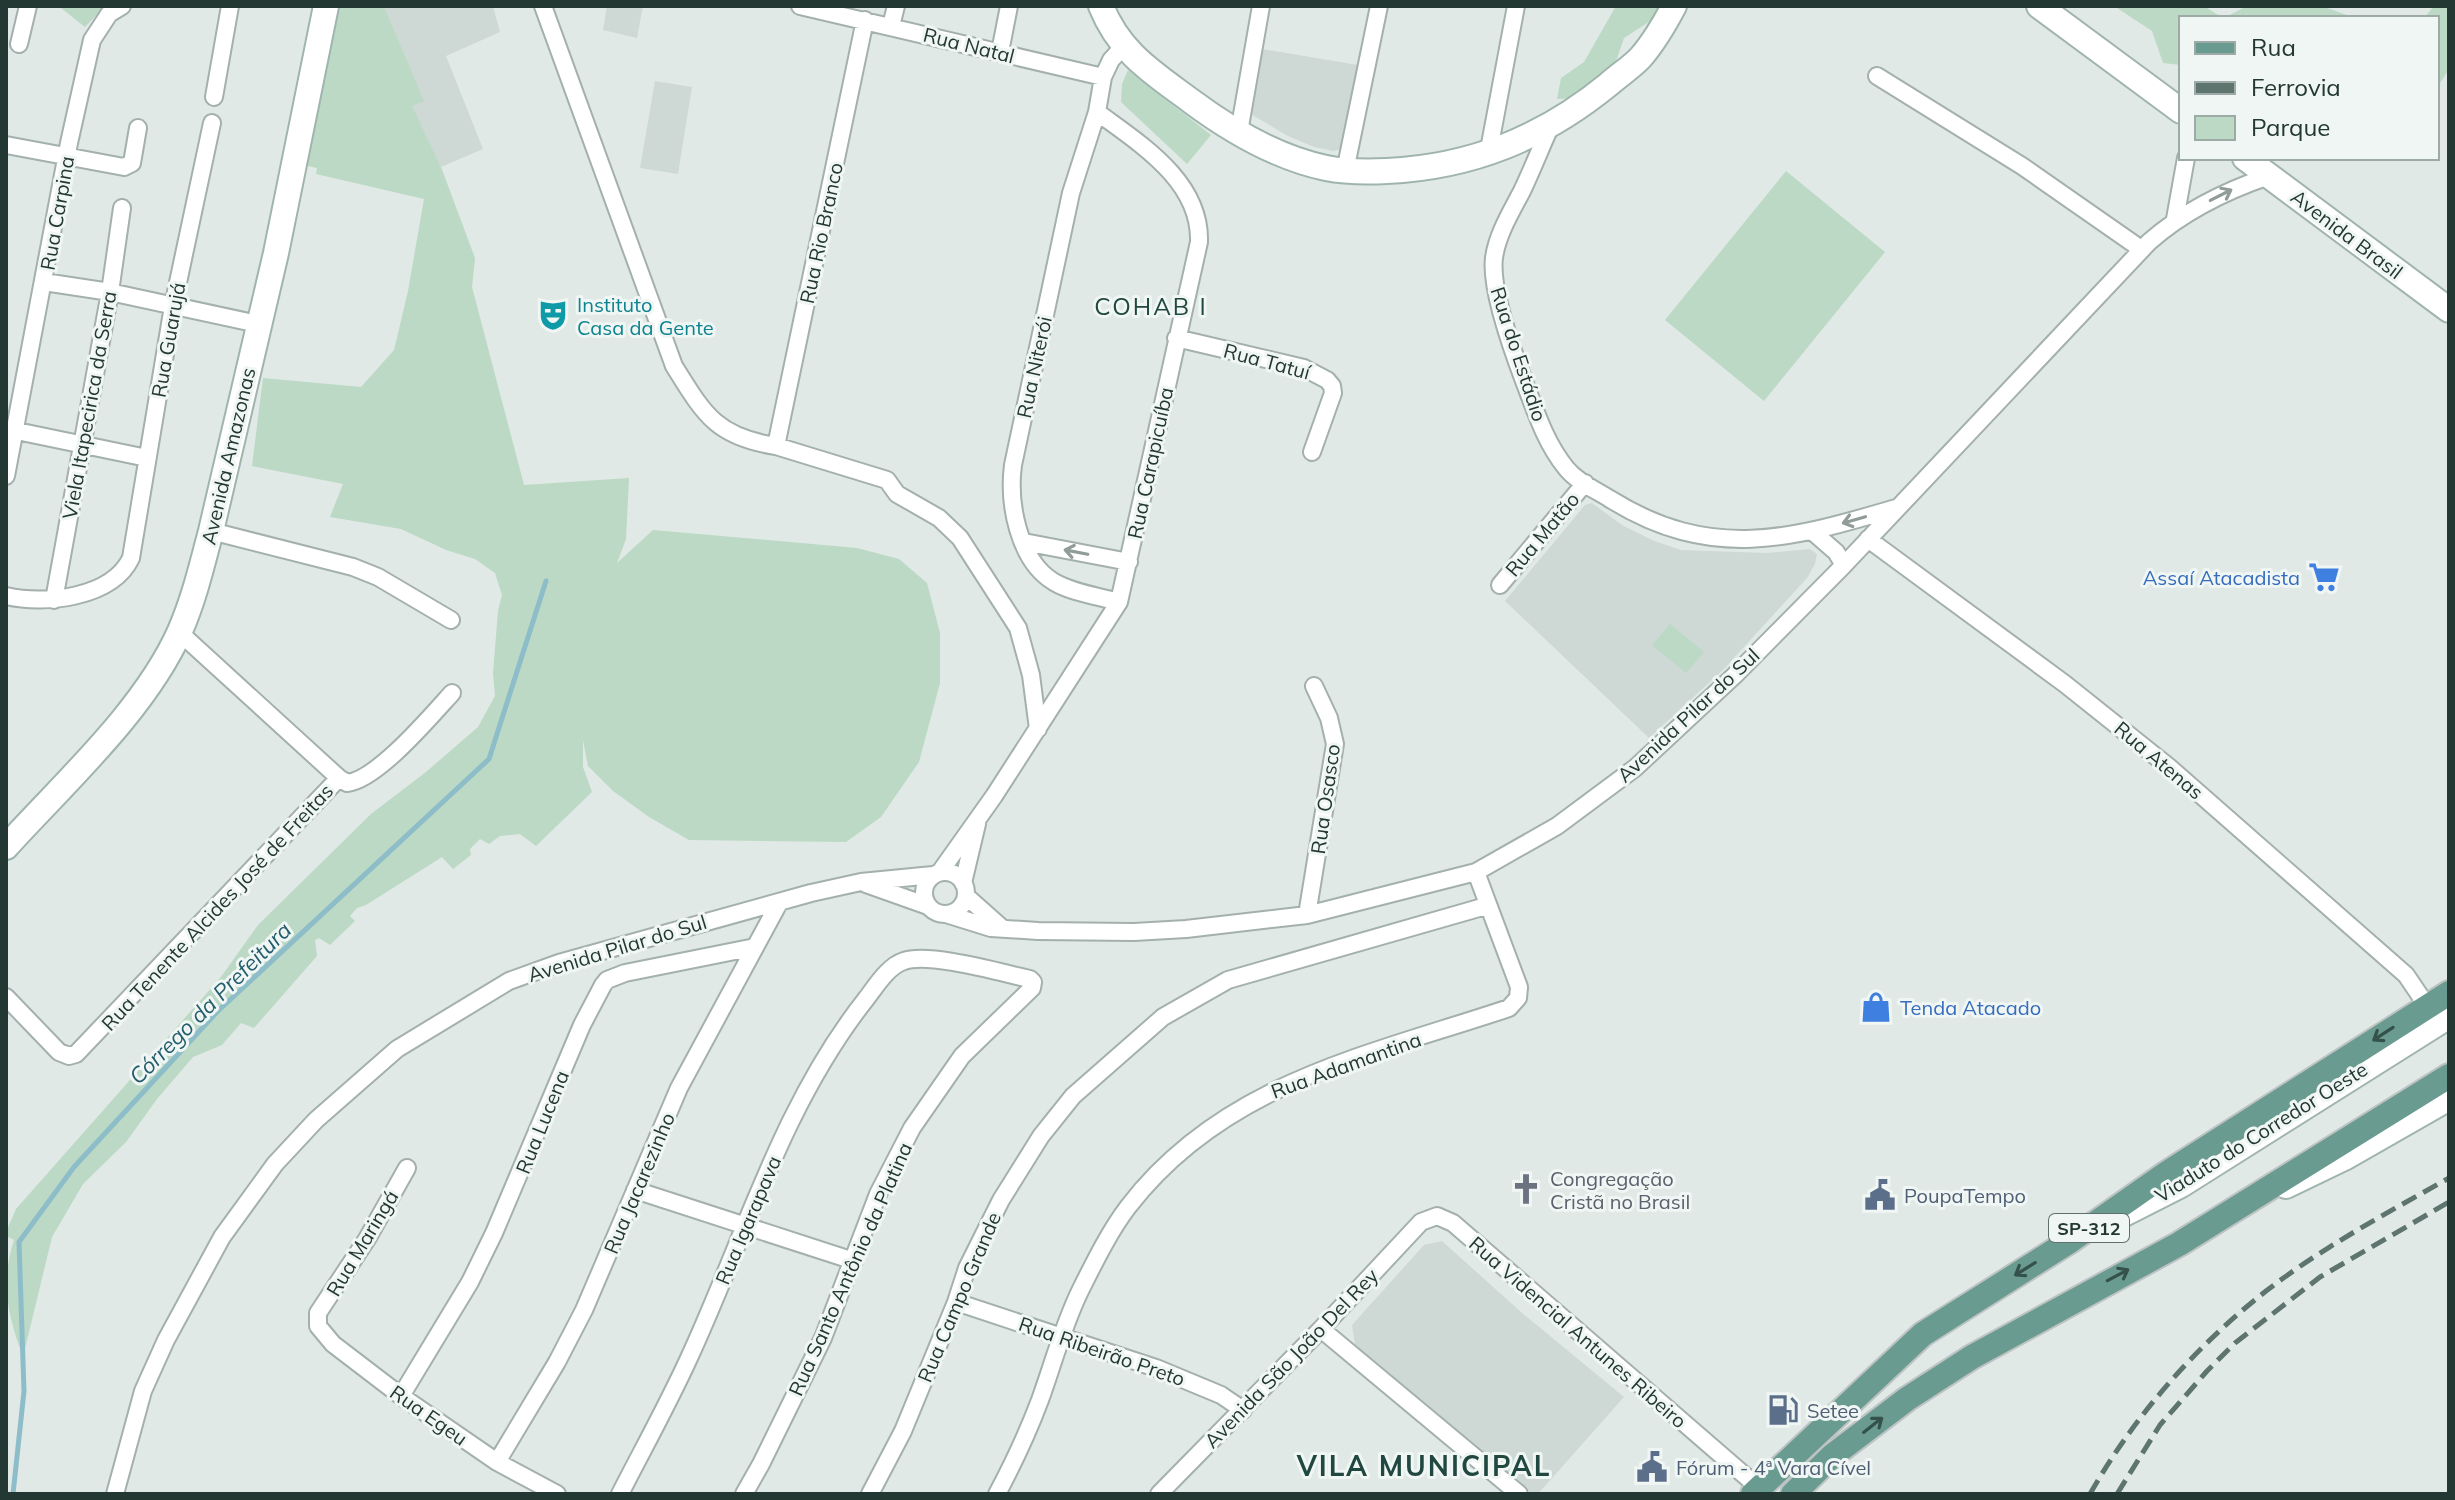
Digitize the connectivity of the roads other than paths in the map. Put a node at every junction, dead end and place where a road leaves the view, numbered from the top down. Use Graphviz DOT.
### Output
graph roads {
  1 [pos="28,6"];
  2 [pos="122,6"];
  3 [pos="230,6"];
  4 [pos="326,6"];
  5 [pos="543,6"];
  6 [pos="800,6"];
  7 [pos="896,6"];
  8 [pos="1009,6"];
  9 [pos="1101,6"];
  10 [pos="1261,6"];
  11 [pos="1379,6"];
  12 [pos="1516,6"];
  13 [pos="1674,6"];
  14 [pos="2039,6"];
  15 [pos="865,20"];
  16 [pos="891,26"];
  17 [pos="19,44"];
  18 [pos="1123,47"];
  19 [pos="1000,52"];
  20 [pos="1877,76"];
  21 [pos="1103,77"];
  22 [pos="214,97"];
  23 [pos="2179,110"];
  24 [pos="1097,112"];
  25 [pos="212,123"];
  26 [pos="1551,125"];
  27 [pos="138,128"];
  28 [pos="1239,132"];
  29 [pos="6,145"];
  30 [pos="68,150"];
  31 [pos="1488,155"];
  32 [pos="2186,160"];
  33 [pos="2248,160"];
  34 [pos="1345,171"];
  35 [pos="2269,176"];
  36 [pos="122,208"];
  37 [pos="2175,219"];
  38 [pos="2141,249"];
  39 [pos="44,282"];
  40 [pos="110,292"];
  41 [pos="173,306"];
  42 [pos="2449,310"];
  43 [pos="258,324"];
  44 [pos="1176,338"];
  45 [pos="10,430"];
  46 [pos="82,443"];
  47 [pos="776,446"];
  48 [pos="1312,452"];
  49 [pos="147,458"];
  50 [pos="6,476"];
  51 [pos="1585,483"];
  52 [pos="1896,508"];
  53 [pos="211,531"];
  54 [pos="1813,532"];
  55 [pos="1868,539"];
  56 [pos="1024,542"];
  57 [pos="1129,562"];
  58 [pos="1844,565"];
  59 [pos="1500,585"];
  60 [pos="6,596"];
  61 [pos="54,600"];
  62 [pos="1119,602"];
  63 [pos="451,620"];
  64 [pos="179,632"];
  65 [pos="1314,686"];
  66 [pos="452,693"];
  67 [pos="1038,729"];
  68 [pos="339,778"];
  69 [pos="978,818"];
  70 [pos="6,847"];
  71 [pos="1476,872"];
  72 [pos="937,874"];
  73 [pos="861,882"];
  74 [pos="964,889"];
  75 [pos="779,903"];
  76 [pos="928,906"];
  77 [pos="1486,906"];
  78 [pos="946,914"];
  79 [pos="1307,915"];
  80 [pos="1004,929"];
  81 [pos="755,947"];
  82 [pos="1033,982"];
  83 [pos="2449,993"];
  84 [pos="6,997"];
  85 [pos="2439,1014"];
  86 [pos="2449,1076"];
  87 [pos="2449,1098"];
  88 [pos="407,1168"];
  89 [pos="635,1190"];
  90 [pos="2258,1197"];
  91 [pos="1421,1222"];
  92 [pos="744,1224"];
  93 [pos="854,1261"];
  94 [pos="956,1302"];
  95 [pos="317,1318"];
  96 [pos="1321,1329"];
  97 [pos="1061,1337"];
  98 [pos="401,1396"];
  99 [pos="1243,1410"];
  100 [pos="497,1462"];
  101 [pos="1759,1492"];
  102 [pos="115,1493"];
  103 [pos="557,1494"];
  104 [pos="620,1494"];
  105 [pos="744,1494"];
  106 [pos="870,1494"];
  107 [pos="997,1494"];
  108 [pos="1159,1494"];
  109 [pos="1519,1494"];
  110 [pos="1793,1494"];
  1 -- 17 [label="street"];
  2 -- 30 [label="street, Rua Carpina"];
  3 -- 22 [label="street"];
  4 -- 43 [label="street, Avenida Amazonas"];
  5 -- 47 [label="street"];
  6 -- 15 [label="street, Rua Natal"];
  7 -- 16 [label="street"];
  8 -- 19 [label="street"];
  9 -- 18 [label="street"];
  10 -- 28 [label="street"];
  11 -- 34 [label="street"];
  12 -- 31 [label="street"];
  13 -- 26 [label="street"];
  14 -- 23 [label="street"];
  15 -- 16 [label="street, Rua Natal"];
  15 -- 47 [label="street, Rua Rio Branco"];
  16 -- 19 [label="street, Rua Natal"];
  18 -- 21 [label="street"];
  18 -- 28 [label="street"];
  19 -- 21 [label="street, Rua Natal"];
  20 -- 38 [label="street"];
  21 -- 24 [label="street, Rua Niterói"];
  24 -- 44 [label="street, Rua Carapicuíba"];
  24 -- 56 [label="street, Rua Niterói"];
  25 -- 41 [label="street, Rua Guarujá"];
  26 -- 31 [label="street"];
  26 -- 51 [label="street, Rua do Estádio"];
  27 -- 30 [label="street"];
  28 -- 34 [label="street"];
  29 -- 30 [label="street"];
  30 -- 39 [label="street, Rua Carpina"];
  31 -- 34 [label="street"];
  32 -- 37 [label="street"];
  33 -- 35 [label="street, Avenida Brasil"];
  37 -- 35 [label="street, Avenida Pilar do Sul, one-way"];
  35 -- 42 [label="street, Avenida Brasil"];
  36 -- 40 [label="street, Viela Itapecirica da Serra"];
  37 -- 38 [label="street, Avenida Pilar do Sul"];
  38 -- 52 [label="street, Avenida Pilar do Sul"];
  39 -- 40 [label="street"];
  39 -- 45 [label="street, Rua Carpina"];
  40 -- 41 [label="street"];
  40 -- 46 [label="street, Viela Itapecirica da Serra"];
  41 -- 43 [label="street"];
  41 -- 49 [label="street, Rua Guarujá"];
  43 -- 53 [label="street, Avenida Amazonas"];
  44 -- 48 [label="street, Rua Tatuí"];
  44 -- 57 [label="street, Rua Carapicuíba"];
  45 -- 46 [label="street"];
  45 -- 50 [label="street, Rua Carpina"];
  46 -- 49 [label="street"];
  46 -- 61 [label="street, Viela Itapecirica da Serra"];
  47 -- 67 [label="street"];
  49 -- 61 [label="street, Rua Guarujá"];
  51 -- 54 [label="street, Rua do Estádio"];
  51 -- 59 [label="street, Rua Matão"];
  52 -- 54 [label="street, Rua do Estádio, one-way"];
  52 -- 55 [label="street, Avenida Pilar do Sul"];
  53 -- 63 [label="street"];
  53 -- 64 [label="street, Avenida Amazonas"];
  54 -- 58 [label="street"];
  55 -- 58 [label="street, Avenida Pilar do Sul"];
  55 -- 85 [label="street, Rua Atenas"];
  57 -- 56 [label="street, one-way"];
  56 -- 62 [label="street, Rua Niterói"];
  57 -- 62 [label="street, Rua Carapicuíba"];
  58 -- 71 [label="street, Avenida Pilar do Sul"];
  60 -- 61 [label="street"];
  62 -- 67 [label="street, Rua Carapicuíba"];
  64 -- 68 [label="street, Rua Tenente Alcides José de Freitas"];
  64 -- 70 [label="street, Avenida Amazonas"];
  65 -- 79 [label="street, Rua Osasco"];
  66 -- 68 [label="street"];
  67 -- 69 [label="street, Rua Carapicuíba"];
  68 -- 84 [label="street, Rua Tenente Alcides José de Freitas"];
  69 -- 72 [label="street, Rua Carapicuíba"];
  69 -- 74 [label="street, Rua Carapicuíba"];
  71 -- 77 [label="street"];
  71 -- 79 [label="street, Avenida Pilar do Sul"];
  72 -- 73 [label="street, Avenida Pilar do Sul"];
  72 -- 74 [label="street"];
  72 -- 76 [label="street"];
  73 -- 75 [label="street, Avenida Pilar do Sul"];
  73 -- 76 [label="street, Avenida Pilar do Sul"];
  74 -- 78 [label="street"];
  74 -- 80 [label="street"];
  75 -- 81 [label="street, Rua Jacarezinho"];
  75 -- 102 [label="street, Avenida Pilar do Sul"];
  76 -- 78 [label="street, Avenida Pilar do Sul"];
  77 -- 94 [label="street, Rua Campo Grande"];
  77 -- 97 [label="street, Rua Adamantina"];
  78 -- 80 [label="street, Avenida Pilar do Sul"];
  79 -- 80 [label="street, Avenida Pilar do Sul"];
  81 -- 89 [label="street, Rua Jacarezinho"];
  81 -- 98 [label="street, Rua Lucena"];
  82 -- 92 [label="street, Rua Igarapava"];
  82 -- 93 [label="street, Rua Santo Antônio da Platina"];
  83 -- 85 [label="main road, SP-312"];
  85 -- 101 [label="main road, SP-312, one-way"];
  86 -- 90 [label="main road, SP-312"];
  87 -- 90 [label="street"];
  88 -- 95 [label="street, Rua Maringá"];
  89 -- 92 [label="street"];
  89 -- 100 [label="street, Rua Jacarezinho"];
  110 -- 90 [label="main road, SP-312, one-way"];
  91 -- 96 [label="street, Avenida São João Del Rey"];
  91 -- 101 [label="street, Rua Videncial Antunes Ribeiro"];
  92 -- 93 [label="street"];
  92 -- 104 [label="street, Rua Igarapava"];
  93 -- 105 [label="street, Rua Santo Antônio da Platina"];
  94 -- 97 [label="street, Rua Ribeirão Preto"];
  94 -- 106 [label="street, Rua Campo Grande"];
  95 -- 98 [label="street, Rua Egeu"];
  96 -- 99 [label="street, Avenida São João Del Rey"];
  96 -- 109 [label="street"];
  97 -- 99 [label="street, Rua Ribeirão Preto"];
  97 -- 107 [label="street, Rua Adamantina"];
  98 -- 100 [label="street, Rua Egeu"];
  99 -- 108 [label="street, Avenida São João Del Rey"];
  100 -- 103 [label="street, Rua Egeu"];
}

— What to produce —
Take from the entries every line that has the string "Amazonas".

— Exercise response —
  4 -- 43 [label="street, Avenida Amazonas"];
  43 -- 53 [label="street, Avenida Amazonas"];
  53 -- 64 [label="street, Avenida Amazonas"];
  64 -- 70 [label="street, Avenida Amazonas"];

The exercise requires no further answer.